How are some of the other social media tools used?
Butcher: There's blogging, which we use a lot, and the message boards and document storage. Message boards tend to be used more when there's a longer-term discussion around a topic or initiative. Somebody might post an idea and get feedback within a community over time, whereas the Q&A tool is much more immediate.
Blogging is being used generally by subject matter experts or management, and people comment back and forth on those blog posts. It's one-to-many but with interaction. This provides an ability for feedback.
One adaptation of blogging has been video blogging, which we've been doing the past six to nine months. That's taken off a lot around the company, just because it's a much richer experience than just reading text. Our operations and technology group uses video blogging a lot for communicating messages about anything ranging from the organization, to best practices, to discussion on whatever initiatives we're looking to communicate and get feedback on. People are finding that the interaction is greater on a video blog than just a static text communication. It's more compelling and more human.
Is it difficult to get people to share comments?
Butcher: Some people are still hesitant -- they don't want to post something that might look silly to 150,000 people. But the interesting thing is, while there were initial concerns that people might post things they would regret, we haven't found many instances of that. People generally know how to behave and what to say and what not to say. You're not going to post something you wouldn't want your name associated with. You can't post anything in our environment anonymously; it's all attached to your name, so that makes a difference.
Are these tools breaking down cultural barriers that can arise in a large bank?
Butcher: It's definitely one of the ways in which we'll be changed over time. The fact that you can have a member of senior management blogging or posting video blogs and anybody can comment, that's already something that didn't exist before. We're already seeing an impact in terms of the openness and transparency around the organization.
What security steps have you taken to keep internal communications confidential?
Butcher: Because we're a bank, security is a major factor, and all of the tools we've been talking about went through the same rigorous information security review that everything we do goes through. In terms of the information, the same policies apply to information that flows through these tools as apply to information that flows through email and our other channels. We haven't had to reinvent any rules for how we handle privacy and the data internally. It's applying the same principles.

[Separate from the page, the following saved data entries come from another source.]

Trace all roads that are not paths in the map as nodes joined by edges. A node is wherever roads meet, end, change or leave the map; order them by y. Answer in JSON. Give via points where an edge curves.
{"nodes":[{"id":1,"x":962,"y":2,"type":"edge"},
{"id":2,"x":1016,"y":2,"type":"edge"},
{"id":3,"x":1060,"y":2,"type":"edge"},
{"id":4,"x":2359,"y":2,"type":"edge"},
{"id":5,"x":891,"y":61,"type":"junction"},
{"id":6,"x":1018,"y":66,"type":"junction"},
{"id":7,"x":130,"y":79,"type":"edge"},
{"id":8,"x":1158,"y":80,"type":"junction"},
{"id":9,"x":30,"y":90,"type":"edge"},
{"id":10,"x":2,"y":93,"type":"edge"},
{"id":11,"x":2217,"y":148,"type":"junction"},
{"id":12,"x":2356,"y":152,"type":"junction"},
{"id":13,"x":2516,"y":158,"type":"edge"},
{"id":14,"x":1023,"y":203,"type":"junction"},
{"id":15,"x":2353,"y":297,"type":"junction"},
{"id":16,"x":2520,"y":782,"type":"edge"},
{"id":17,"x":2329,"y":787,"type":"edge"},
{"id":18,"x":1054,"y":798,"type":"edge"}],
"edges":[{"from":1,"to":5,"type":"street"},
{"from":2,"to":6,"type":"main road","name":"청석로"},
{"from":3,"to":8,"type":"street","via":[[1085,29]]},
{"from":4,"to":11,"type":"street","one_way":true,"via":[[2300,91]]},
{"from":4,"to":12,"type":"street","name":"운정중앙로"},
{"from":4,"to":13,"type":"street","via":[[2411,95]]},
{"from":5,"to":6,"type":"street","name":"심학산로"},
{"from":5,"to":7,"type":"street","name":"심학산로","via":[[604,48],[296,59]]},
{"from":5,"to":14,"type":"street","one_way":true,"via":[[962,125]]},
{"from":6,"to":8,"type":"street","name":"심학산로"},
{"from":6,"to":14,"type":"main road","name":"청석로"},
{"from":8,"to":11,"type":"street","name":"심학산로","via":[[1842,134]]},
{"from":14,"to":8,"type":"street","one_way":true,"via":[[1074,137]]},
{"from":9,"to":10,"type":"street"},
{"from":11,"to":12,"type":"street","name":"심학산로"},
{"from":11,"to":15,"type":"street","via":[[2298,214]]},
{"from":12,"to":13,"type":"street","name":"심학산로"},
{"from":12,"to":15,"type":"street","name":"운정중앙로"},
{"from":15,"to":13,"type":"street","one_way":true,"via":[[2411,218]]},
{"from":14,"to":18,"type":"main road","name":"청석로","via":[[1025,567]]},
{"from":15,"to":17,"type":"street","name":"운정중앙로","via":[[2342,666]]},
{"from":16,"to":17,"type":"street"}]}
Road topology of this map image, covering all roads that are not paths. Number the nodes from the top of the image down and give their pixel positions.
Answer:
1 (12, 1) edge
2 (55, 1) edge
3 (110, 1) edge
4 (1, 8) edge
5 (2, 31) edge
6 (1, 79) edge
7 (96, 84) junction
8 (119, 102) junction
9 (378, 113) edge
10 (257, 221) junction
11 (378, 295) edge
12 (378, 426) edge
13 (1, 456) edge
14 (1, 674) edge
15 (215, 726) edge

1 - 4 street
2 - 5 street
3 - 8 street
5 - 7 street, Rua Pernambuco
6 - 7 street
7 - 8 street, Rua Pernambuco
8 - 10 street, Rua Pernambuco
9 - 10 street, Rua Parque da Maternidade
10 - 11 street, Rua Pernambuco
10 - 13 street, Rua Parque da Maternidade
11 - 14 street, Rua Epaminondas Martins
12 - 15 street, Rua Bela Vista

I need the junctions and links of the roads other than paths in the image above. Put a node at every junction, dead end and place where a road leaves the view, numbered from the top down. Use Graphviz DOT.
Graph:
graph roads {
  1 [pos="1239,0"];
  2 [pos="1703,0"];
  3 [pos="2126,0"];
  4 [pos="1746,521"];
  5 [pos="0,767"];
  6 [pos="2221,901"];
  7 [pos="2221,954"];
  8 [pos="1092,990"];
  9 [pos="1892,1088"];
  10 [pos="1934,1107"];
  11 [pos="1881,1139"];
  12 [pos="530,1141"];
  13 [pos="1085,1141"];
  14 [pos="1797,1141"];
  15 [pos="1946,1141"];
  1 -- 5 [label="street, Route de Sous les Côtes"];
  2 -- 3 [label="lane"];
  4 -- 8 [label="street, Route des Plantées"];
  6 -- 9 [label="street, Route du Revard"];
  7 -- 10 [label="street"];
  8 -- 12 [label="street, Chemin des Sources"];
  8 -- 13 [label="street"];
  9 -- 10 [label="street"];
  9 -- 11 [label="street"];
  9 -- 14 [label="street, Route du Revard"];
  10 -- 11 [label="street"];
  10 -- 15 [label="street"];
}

About 10 years ago, there was a somewhat failed push toward knowledge management software that was going to allow people within companies to better identify experts and collaborate. Why are those concepts more successful today?
Butcher: First of all, to get to a point where all the information around the company is indexed and searchable in a neat, organized way -- we're still a long way from that dream. But from the user standpoint, I'm not sitting here thinking, "I've got to update a knowledge management application today." I'm just posting a blog and adding to the overall knowledge base of the company. I think that's the main difference. It's happening, but each individual user doesn't have to understand that it's happening.
From an IT perspective, has it been difficult to deploy these tools across hundreds of thousands of users?
Butcher: I wouldn't want to understate the difficulty. A lot of different technology groups have been involved in this -- the development group, the operations group, the engineering group. We're a complex environment anyway from our global IT infrastructure standpoint. You're asking a tool to operate within that infrastructure in a way that previous tools have not done. It's had a lot of challenges in terms of the technology rollout, particularly related to performance of the platform around the world. It's all very well if it works in New York, but if it doesn't work in Asia as fast and as well, then you're not achieving the collaboration goal you're setting out to reach.
Where is Citi's social media initiative headed next?
Butcher: Our original goal was collaboration among employees. We've made good progress in that regard with the Citi 2.0 platform. The next frontier is transitioning to be able to collaborate using these types of tools with our clients, making the shift from internal collaboration to still private collaboration among private clients, pulling together people on our side and the client side so everybody can communicate around a particular topic or project and share the same types of tools we use internally with a client.